**Records from a dataset:**
****************
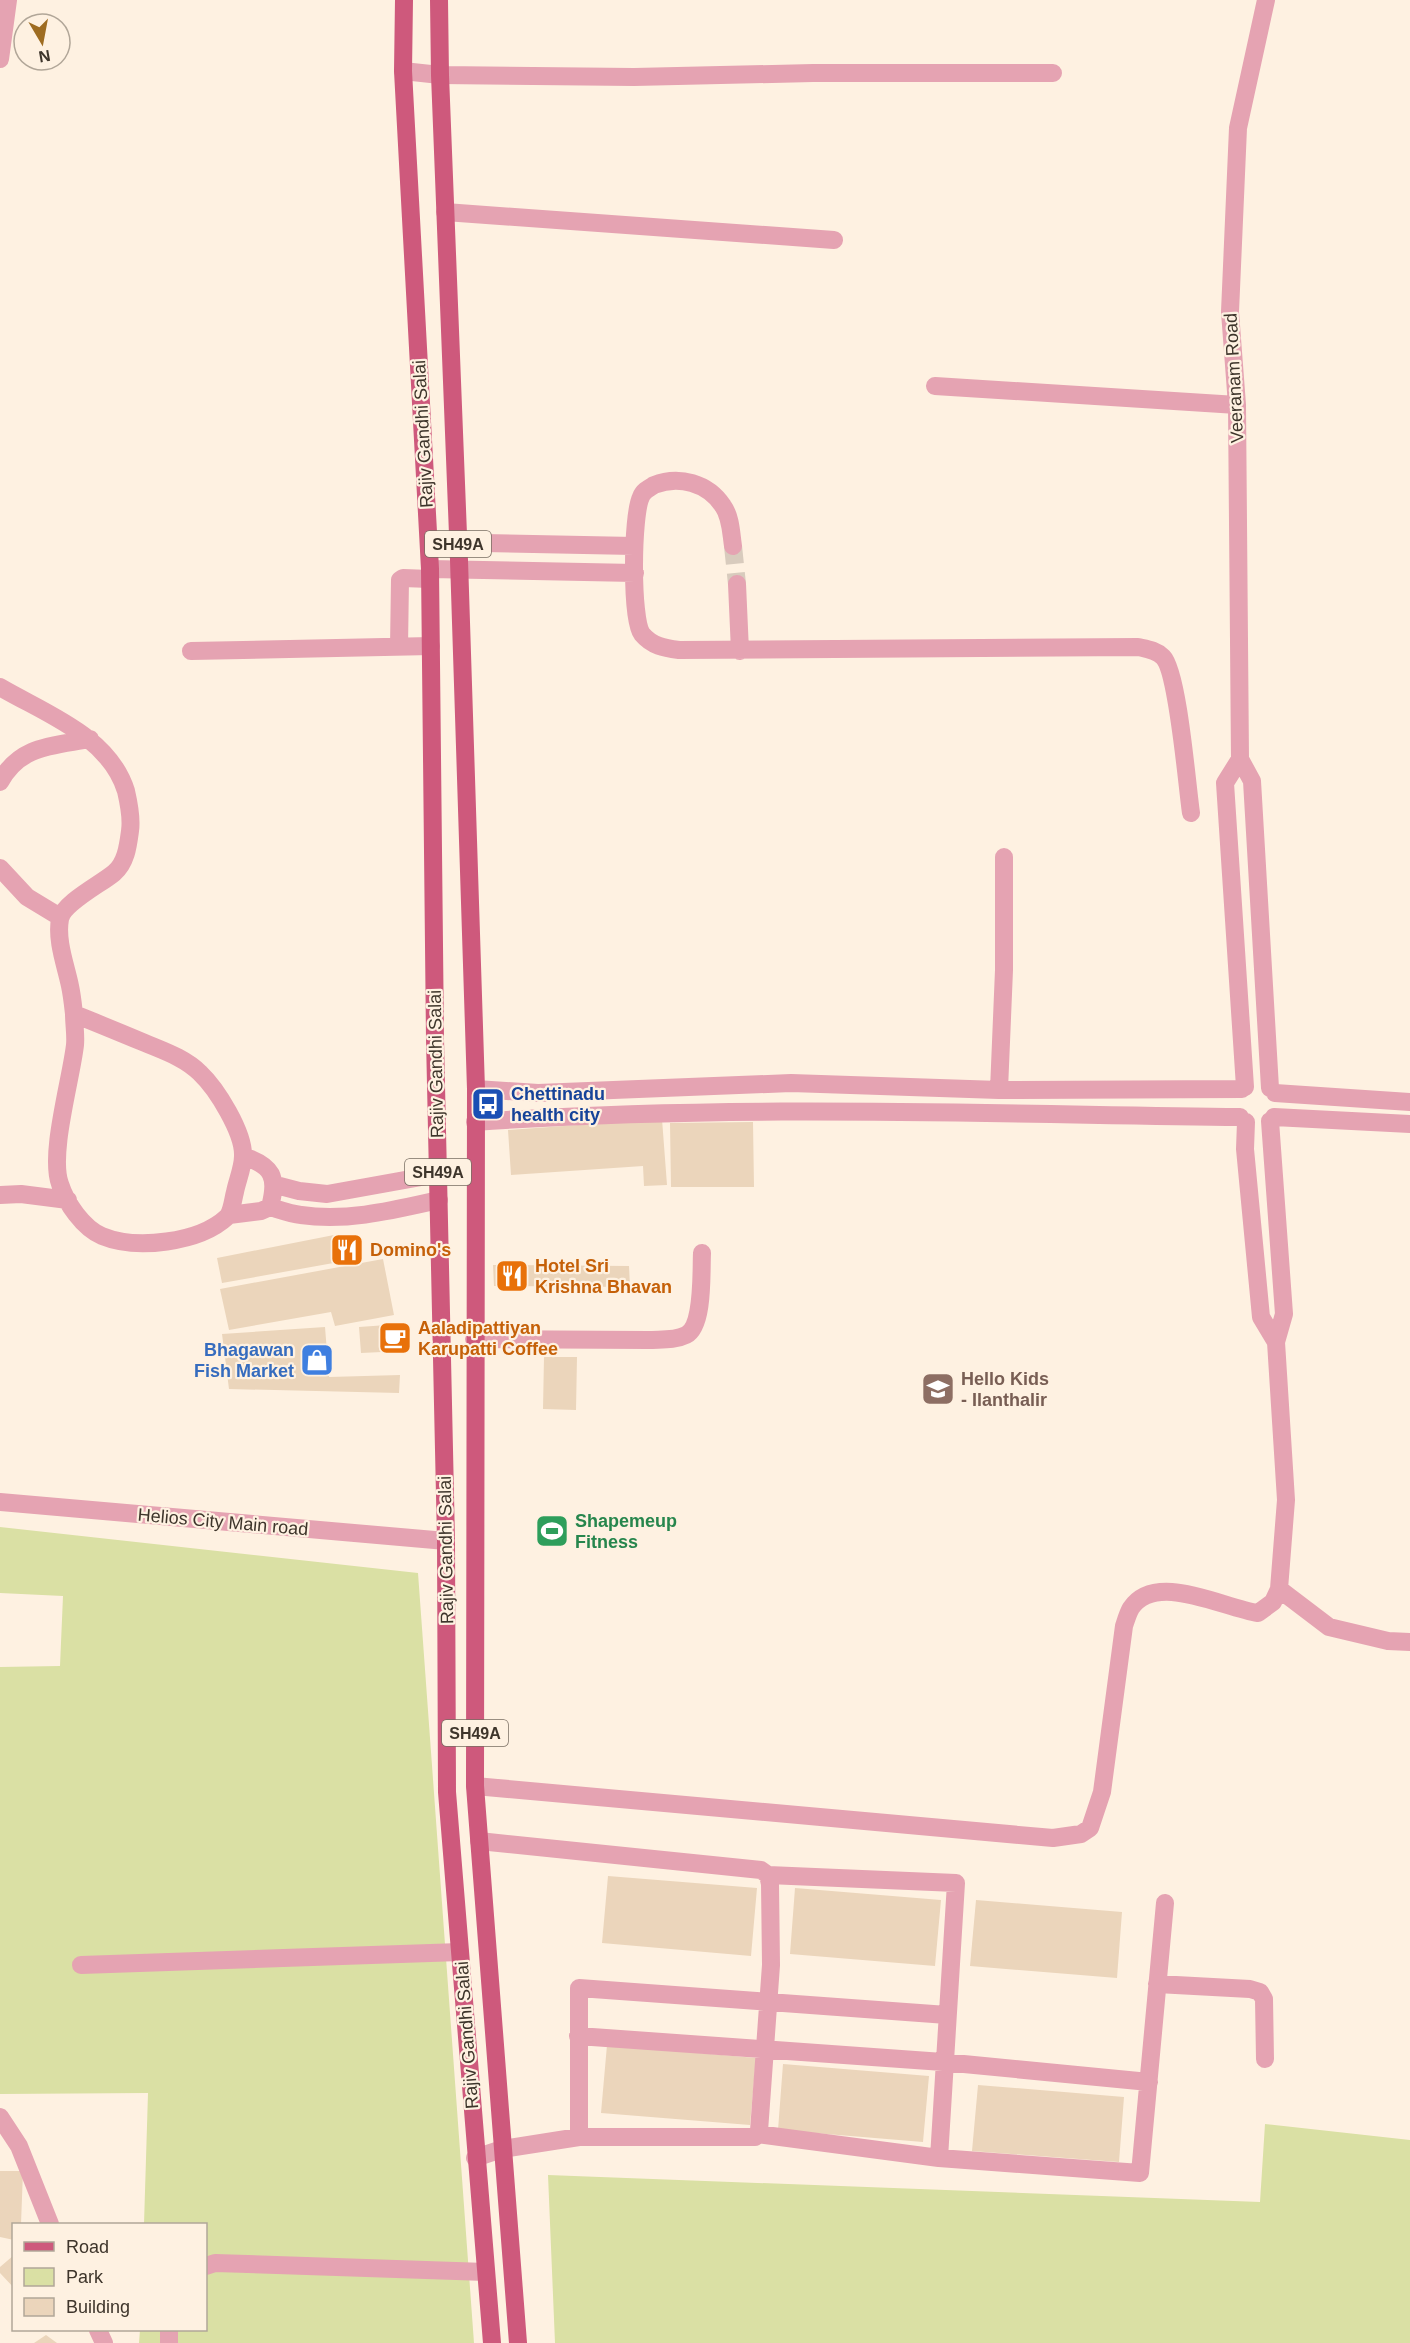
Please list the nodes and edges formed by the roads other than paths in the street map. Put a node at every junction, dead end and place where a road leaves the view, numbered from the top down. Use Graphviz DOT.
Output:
graph roads {
  1 [pos="8,0"];
  2 [pos="404,0"];
  3 [pos="439,0"];
  4 [pos="1266,0"];
  5 [pos="0,59"];
  6 [pos="403,71"];
  7 [pos="1053,73"];
  8 [pos="440,75"];
  9 [pos="445,212"];
  10 [pos="834,240"];
  11 [pos="935,386"];
  12 [pos="1237,405"];
  13 [pos="429,542"];
  14 [pos="458,543"];
  15 [pos="634,546"];
  16 [pos="733,546"];
  17 [pos="459,570"];
  18 [pos="635,573"];
  19 [pos="430,574"];
  20 [pos="737,584"];
  21 [pos="430,646"];
  22 [pos="399,647"];
  23 [pos="191,651"];
  24 [pos="740,651"];
  25 [pos="0,687"];
  26 [pos="90,739"];
  27 [pos="1240,759"];
  28 [pos="0,782"];
  29 [pos="1191,813"];
  30 [pos="1004,857"];
  31 [pos="0,868"];
  32 [pos="60,917"];
  33 [pos="74,1014"];
  34 [pos="773,1084"];
  35 [pos="958,1088"];
  36 [pos="1243,1088"];
  37 [pos="476,1089"];
  38 [pos="999,1090"];
  39 [pos="1273,1090"];
  40 [pos="1410,1102"];
  41 [pos="772,1110"];
  42 [pos="960,1114"];
  43 [pos="1272,1119"];
  44 [pos="1243,1120"];
  45 [pos="475,1122"];
  46 [pos="1410,1125"];
  47 [pos="1271,1148"];
  48 [pos="1245,1149"];
  49 [pos="243,1156"];
  50 [pos="438,1174"];
  51 [pos="276,1185"];
  52 [pos="0,1195"];
  53 [pos="68,1200"];
  54 [pos="439,1200"];
  55 [pos="270,1207"];
  56 [pos="229,1215"];
  57 [pos="702,1253"];
  58 [pos="474,1339"];
  59 [pos="1276,1342"];
  60 [pos="0,1502"];
  61 [pos="446,1541"];
  62 [pos="1279,1589"];
  63 [pos="1410,1642"];
  64 [pos="475,1786"];
  65 [pos="479,1841"];
  66 [pos="768,1875"];
  67 [pos="1165,1903"];
  68 [pos="460,1952"];
  69 [pos="81,1965"];
  70 [pos="1157,1984"];
  71 [pos="767,2003"];
  72 [pos="947,2015"];
  73 [pos="578,2036"];
  74 [pos="766,2048"];
  75 [pos="1265,2059"];
  76 [pos="943,2062"];
  77 [pos="1149,2082"];
  78 [pos="0,2116"];
  79 [pos="757,2134"];
  80 [pos="579,2137"];
  81 [pos="502,2149"];
  82 [pos="475,2158"];
  83 [pos="939,2158"];
  84 [pos="50,2223"];
  85 [pos="207,2266"];
  86 [pos="486,2272"];
  87 [pos="492,2343"];
  88 [pos="518,2343"];
  1 -- 5 [label="street"];
  2 -- 6 [label="main road, Rajiv Gandhi Salai / SH49A"];
  3 -- 8 [label="main road, Rajiv Gandhi Salai / SH49A"];
  4 -- 12 [label="street, Veeranam Road"];
  6 -- 8 [label="street"];
  6 -- 13 [label="main road, Rajiv Gandhi Salai / SH49A"];
  7 -- 8 [label="street"];
  8 -- 9 [label="main road, Rajiv Gandhi Salai / SH49A"];
  9 -- 10 [label="street"];
  9 -- 14 [label="main road, Rajiv Gandhi Salai / SH49A"];
  11 -- 12 [label="street"];
  12 -- 27 [label="street, Veeranam Road"];
  13 -- 14 [label="street"];
  13 -- 19 [label="main road, Rajiv Gandhi Salai / SH49A"];
  14 -- 15 [label="street"];
  14 -- 17 [label="main road, Rajiv Gandhi Salai / SH49A"];
  15 -- 16 [label="street"];
  15 -- 18 [label="street"];
  17 -- 18 [label="street"];
  17 -- 19 [label="street"];
  17 -- 37 [label="main road, Rajiv Gandhi Salai / SH49A"];
  18 -- 24 [label="street"];
  19 -- 21 [label="main road, Rajiv Gandhi Salai / SH49A"];
  19 -- 22 [label="street"];
  20 -- 24 [label="street"];
  21 -- 22 [label="street"];
  21 -- 50 [label="main road, Rajiv Gandhi Salai / SH49A"];
  22 -- 23 [label="street"];
  24 -- 29 [label="street"];
  25 -- 26 [label="street"];
  26 -- 28 [label="street"];
  26 -- 32 [label="street"];
  27 -- 36 [label="street"];
  27 -- 39 [label="street"];
  30 -- 38 [label="street"];
  31 -- 32 [label="street"];
  32 -- 33 [label="street"];
  33 -- 49 [label="street"];
  33 -- 53 [label="street"];
  34 -- 35 [label="street"];
  34 -- 37 [label="street"];
  34 -- 41 [label="street"];
  35 -- 38 [label="street"];
  35 -- 42 [label="street"];
  36 -- 38 [label="street"];
  36 -- 39 [label="street"];
  36 -- 44 [label="street"];
  37 -- 45 [label="main road, Rajiv Gandhi Salai / SH49A"];
  39 -- 40 [label="street"];
  39 -- 43 [label="street"];
  41 -- 42 [label="street"];
  41 -- 45 [label="street"];
  42 -- 44 [label="street"];
  43 -- 44 [label="street"];
  43 -- 46 [label="street"];
  43 -- 47 [label="street"];
  44 -- 48 [label="street"];
  45 -- 58 [label="main road, Rajiv Gandhi Salai / SH49A"];
  47 -- 48 [label="street"];
  47 -- 59 [label="street"];
  48 -- 59 [label="street"];
  49 -- 51 [label="street"];
  49 -- 56 [label="street"];
  50 -- 51 [label="street"];
  50 -- 54 [label="main road, Rajiv Gandhi Salai / SH49A"];
  51 -- 55 [label="street"];
  52 -- 53 [label="street"];
  53 -- 56 [label="street"];
  54 -- 55 [label="street"];
  54 -- 61 [label="main road, Rajiv Gandhi Salai / SH49A"];
  55 -- 56 [label="street"];
  57 -- 58 [label="street"];
  58 -- 64 [label="main road, Rajiv Gandhi Salai / SH49A"];
  59 -- 62 [label="street"];
  60 -- 61 [label="street, Helios City Main road"];
  61 -- 68 [label="main road, Rajiv Gandhi Salai / SH49A"];
  62 -- 63 [label="street"];
  62 -- 64 [label="street"];
  64 -- 65 [label="main road, Rajiv Gandhi Salai / SH49A"];
  65 -- 66 [label="street"];
  65 -- 81 [label="main road, Rajiv Gandhi Salai / SH49A"];
  66 -- 71 [label="street"];
  66 -- 72 [label="street"];
  67 -- 70 [label="street"];
  68 -- 69 [label="street"];
  68 -- 82 [label="main road, Rajiv Gandhi Salai / SH49A"];
  70 -- 75 [label="street"];
  70 -- 77 [label="street"];
  71 -- 72 [label="street"];
  71 -- 73 [label="street"];
  71 -- 74 [label="street"];
  72 -- 76 [label="street"];
  73 -- 74 [label="street"];
  73 -- 80 [label="street"];
  74 -- 76 [label="street"];
  74 -- 79 [label="street"];
  76 -- 77 [label="street"];
  76 -- 83 [label="street"];
  77 -- 83 [label="street"];
  78 -- 84 [label="street"];
  79 -- 80 [label="street"];
  79 -- 83 [label="street"];
  80 -- 81 [label="street"];
  81 -- 82 [label="street"];
  81 -- 88 [label="main road, Rajiv Gandhi Salai / SH49A"];
  82 -- 86 [label="main road, Rajiv Gandhi Salai / SH49A"];
  85 -- 86 [label="street"];
  86 -- 87 [label="main road, Rajiv Gandhi Salai / SH49A"];
}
****************
**Task requirements:** The records above must be printed exactly, but the pictures they hold should be omitted.

**Expected answer:**
Please list the nodes and edges formed by the roads other than paths in the street map. Put a node at every junction, dead end and place where a road leaves the view, numbered from the top down. Use Graphviz DOT.
Output:
graph roads {
  1 [pos="8,0"];
  2 [pos="404,0"];
  3 [pos="439,0"];
  4 [pos="1266,0"];
  5 [pos="0,59"];
  6 [pos="403,71"];
  7 [pos="1053,73"];
  8 [pos="440,75"];
  9 [pos="445,212"];
  10 [pos="834,240"];
  11 [pos="935,386"];
  12 [pos="1237,405"];
  13 [pos="429,542"];
  14 [pos="458,543"];
  15 [pos="634,546"];
  16 [pos="733,546"];
  17 [pos="459,570"];
  18 [pos="635,573"];
  19 [pos="430,574"];
  20 [pos="737,584"];
  21 [pos="430,646"];
  22 [pos="399,647"];
  23 [pos="191,651"];
  24 [pos="740,651"];
  25 [pos="0,687"];
  26 [pos="90,739"];
  27 [pos="1240,759"];
  28 [pos="0,782"];
  29 [pos="1191,813"];
  30 [pos="1004,857"];
  31 [pos="0,868"];
  32 [pos="60,917"];
  33 [pos="74,1014"];
  34 [pos="773,1084"];
  35 [pos="958,1088"];
  36 [pos="1243,1088"];
  37 [pos="476,1089"];
  38 [pos="999,1090"];
  39 [pos="1273,1090"];
  40 [pos="1410,1102"];
  41 [pos="772,1110"];
  42 [pos="960,1114"];
  43 [pos="1272,1119"];
  44 [pos="1243,1120"];
  45 [pos="475,1122"];
  46 [pos="1410,1125"];
  47 [pos="1271,1148"];
  48 [pos="1245,1149"];
  49 [pos="243,1156"];
  50 [pos="438,1174"];
  51 [pos="276,1185"];
  52 [pos="0,1195"];
  53 [pos="68,1200"];
  54 [pos="439,1200"];
  55 [pos="270,1207"];
  56 [pos="229,1215"];
  57 [pos="702,1253"];
  58 [pos="474,1339"];
  59 [pos="1276,1342"];
  60 [pos="0,1502"];
  61 [pos="446,1541"];
  62 [pos="1279,1589"];
  63 [pos="1410,1642"];
  64 [pos="475,1786"];
  65 [pos="479,1841"];
  66 [pos="768,1875"];
  67 [pos="1165,1903"];
  68 [pos="460,1952"];
  69 [pos="81,1965"];
  70 [pos="1157,1984"];
  71 [pos="767,2003"];
  72 [pos="947,2015"];
  73 [pos="578,2036"];
  74 [pos="766,2048"];
  75 [pos="1265,2059"];
  76 [pos="943,2062"];
  77 [pos="1149,2082"];
  78 [pos="0,2116"];
  79 [pos="757,2134"];
  80 [pos="579,2137"];
  81 [pos="502,2149"];
  82 [pos="475,2158"];
  83 [pos="939,2158"];
  84 [pos="50,2223"];
  85 [pos="207,2266"];
  86 [pos="486,2272"];
  87 [pos="492,2343"];
  88 [pos="518,2343"];
  1 -- 5 [label="street"];
  2 -- 6 [label="main road, Rajiv Gandhi Salai / SH49A"];
  3 -- 8 [label="main road, Rajiv Gandhi Salai / SH49A"];
  4 -- 12 [label="street, Veeranam Road"];
  6 -- 8 [label="street"];
  6 -- 13 [label="main road, Rajiv Gandhi Salai / SH49A"];
  7 -- 8 [label="street"];
  8 -- 9 [label="main road, Rajiv Gandhi Salai / SH49A"];
  9 -- 10 [label="street"];
  9 -- 14 [label="main road, Rajiv Gandhi Salai / SH49A"];
  11 -- 12 [label="street"];
  12 -- 27 [label="street, Veeranam Road"];
  13 -- 14 [label="street"];
  13 -- 19 [label="main road, Rajiv Gandhi Salai / SH49A"];
  14 -- 15 [label="street"];
  14 -- 17 [label="main road, Rajiv Gandhi Salai / SH49A"];
  15 -- 16 [label="street"];
  15 -- 18 [label="street"];
  17 -- 18 [label="street"];
  17 -- 19 [label="street"];
  17 -- 37 [label="main road, Rajiv Gandhi Salai / SH49A"];
  18 -- 24 [label="street"];
  19 -- 21 [label="main road, Rajiv Gandhi Salai / SH49A"];
  19 -- 22 [label="street"];
  20 -- 24 [label="street"];
  21 -- 22 [label="street"];
  21 -- 50 [label="main road, Rajiv Gandhi Salai / SH49A"];
  22 -- 23 [label="street"];
  24 -- 29 [label="street"];
  25 -- 26 [label="street"];
  26 -- 28 [label="street"];
  26 -- 32 [label="street"];
  27 -- 36 [label="street"];
  27 -- 39 [label="street"];
  30 -- 38 [label="street"];
  31 -- 32 [label="street"];
  32 -- 33 [label="street"];
  33 -- 49 [label="street"];
  33 -- 53 [label="street"];
  34 -- 35 [label="street"];
  34 -- 37 [label="street"];
  34 -- 41 [label="street"];
  35 -- 38 [label="street"];
  35 -- 42 [label="street"];
  36 -- 38 [label="street"];
  36 -- 39 [label="street"];
  36 -- 44 [label="street"];
  37 -- 45 [label="main road, Rajiv Gandhi Salai / SH49A"];
  39 -- 40 [label="street"];
  39 -- 43 [label="street"];
  41 -- 42 [label="street"];
  41 -- 45 [label="street"];
  42 -- 44 [label="street"];
  43 -- 44 [label="street"];
  43 -- 46 [label="street"];
  43 -- 47 [label="street"];
  44 -- 48 [label="street"];
  45 -- 58 [label="main road, Rajiv Gandhi Salai / SH49A"];
  47 -- 48 [label="street"];
  47 -- 59 [label="street"];
  48 -- 59 [label="street"];
  49 -- 51 [label="street"];
  49 -- 56 [label="street"];
  50 -- 51 [label="street"];
  50 -- 54 [label="main road, Rajiv Gandhi Salai / SH49A"];
  51 -- 55 [label="street"];
  52 -- 53 [label="street"];
  53 -- 56 [label="street"];
  54 -- 55 [label="street"];
  54 -- 61 [label="main road, Rajiv Gandhi Salai / SH49A"];
  55 -- 56 [label="street"];
  57 -- 58 [label="street"];
  58 -- 64 [label="main road, Rajiv Gandhi Salai / SH49A"];
  59 -- 62 [label="street"];
  60 -- 61 [label="street, Helios City Main road"];
  61 -- 68 [label="main road, Rajiv Gandhi Salai / SH49A"];
  62 -- 63 [label="street"];
  62 -- 64 [label="street"];
  64 -- 65 [label="main road, Rajiv Gandhi Salai / SH49A"];
  65 -- 66 [label="street"];
  65 -- 81 [label="main road, Rajiv Gandhi Salai / SH49A"];
  66 -- 71 [label="street"];
  66 -- 72 [label="street"];
  67 -- 70 [label="street"];
  68 -- 69 [label="street"];
  68 -- 82 [label="main road, Rajiv Gandhi Salai / SH49A"];
  70 -- 75 [label="street"];
  70 -- 77 [label="street"];
  71 -- 72 [label="street"];
  71 -- 73 [label="street"];
  71 -- 74 [label="street"];
  72 -- 76 [label="street"];
  73 -- 74 [label="street"];
  73 -- 80 [label="street"];
  74 -- 76 [label="street"];
  74 -- 79 [label="street"];
  76 -- 77 [label="street"];
  76 -- 83 [label="street"];
  77 -- 83 [label="street"];
  78 -- 84 [label="street"];
  79 -- 80 [label="street"];
  79 -- 83 [label="street"];
  80 -- 81 [label="street"];
  81 -- 82 [label="street"];
  81 -- 88 [label="main road, Rajiv Gandhi Salai / SH49A"];
  82 -- 86 [label="main road, Rajiv Gandhi Salai / SH49A"];
  85 -- 86 [label="street"];
  86 -- 87 [label="main road, Rajiv Gandhi Salai / SH49A"];
}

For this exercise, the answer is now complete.